Any and all pre-draft player prognostication must come with the caveat that no one actually knows anything, at this point. DeAndre Ayton might turn out to be Michael Olowokandi 2.0; Marvin Bagley III could wind up being another Justise Winslow; It’s not impossible that Luka Dončić is in fact Mario Hezonja, operating under an alias. Has anyone seen Hezonja in a while? Probably not! Probably hiding in plain sight.
The only thing that anyone knows, at this stage, is that the Sacramento Kings are working into the night to find a way to screw this up. They’ve got the second pick in Thursday’s draft, the result of extremely good lottery luck. Their cupboard isn’t quite bare, but it’s close: DeAaron Fox has fun moments, but his rookie year was uninspiring, and he only made the NBA’s Rising Stars game as an injury replacement; Bogdan Bogdanovic made an All-Rookie team, and he’s got a fun and telegenic offensive game, but he’s also 25 years old. That’s about it! It’s not impossible Harry Giles will show some potential if he ever stops being injured all the time. Willie Cauley-Stein is butt; Skal Labissiére is butt; Buddy Hield merely exists. Not only is it not clear that the Kings currently have future foundational pieces on their roster, it’s not even clear they have more than one or two future NBA rotation players on their roster.
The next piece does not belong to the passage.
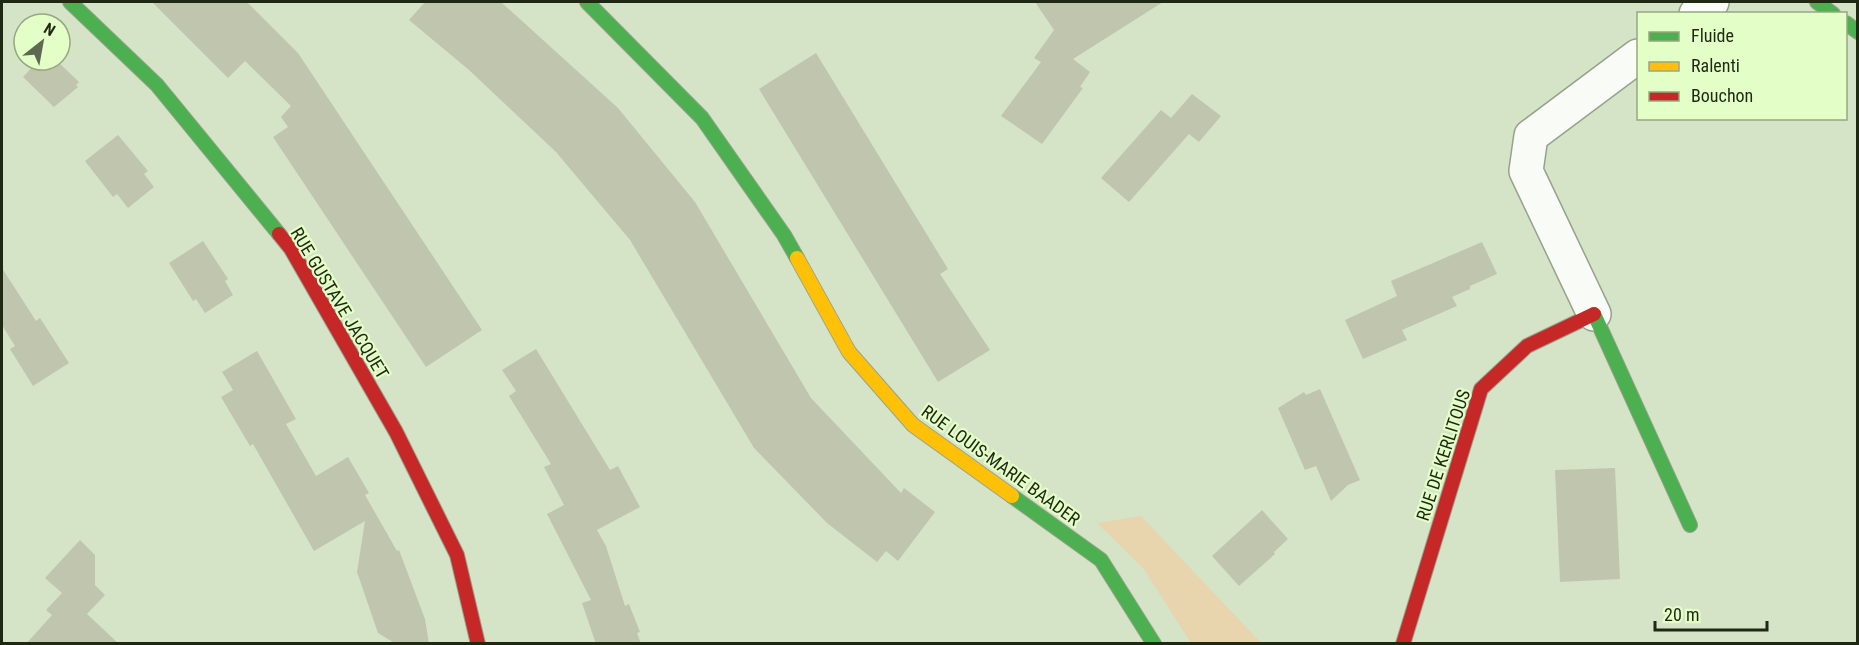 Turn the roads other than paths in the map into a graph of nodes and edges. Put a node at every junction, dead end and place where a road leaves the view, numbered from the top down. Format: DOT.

The good thing about the Kings’ present position is that there’s a consensus top-two in this draft. DeAndre Ayton is humongous and strong and athletic, he moves around pretty well, and he has some scoring moves. Nice. An NBA team should have no trouble figuring out how to get value out of a humongous human being who can jog up and down the floor and dump the ball into the hoop from a few different spots. And Luka Dončić is big and sturdy, and comfortable dribbling and passing and shooting, and should be able to defend a few positions. That’s good! It should be pretty simple to wring value out of a sturdy wing who can do some ball-handling and some shooting and some passing and some defending. So there’s your top two, a couple horses with high ceilings and—just as importantly, especially if you’re the mayor of shantytown, which Vlade Divac most certainly is—high floors, and the Kings are a lock to have right of first refusal on at least one of them.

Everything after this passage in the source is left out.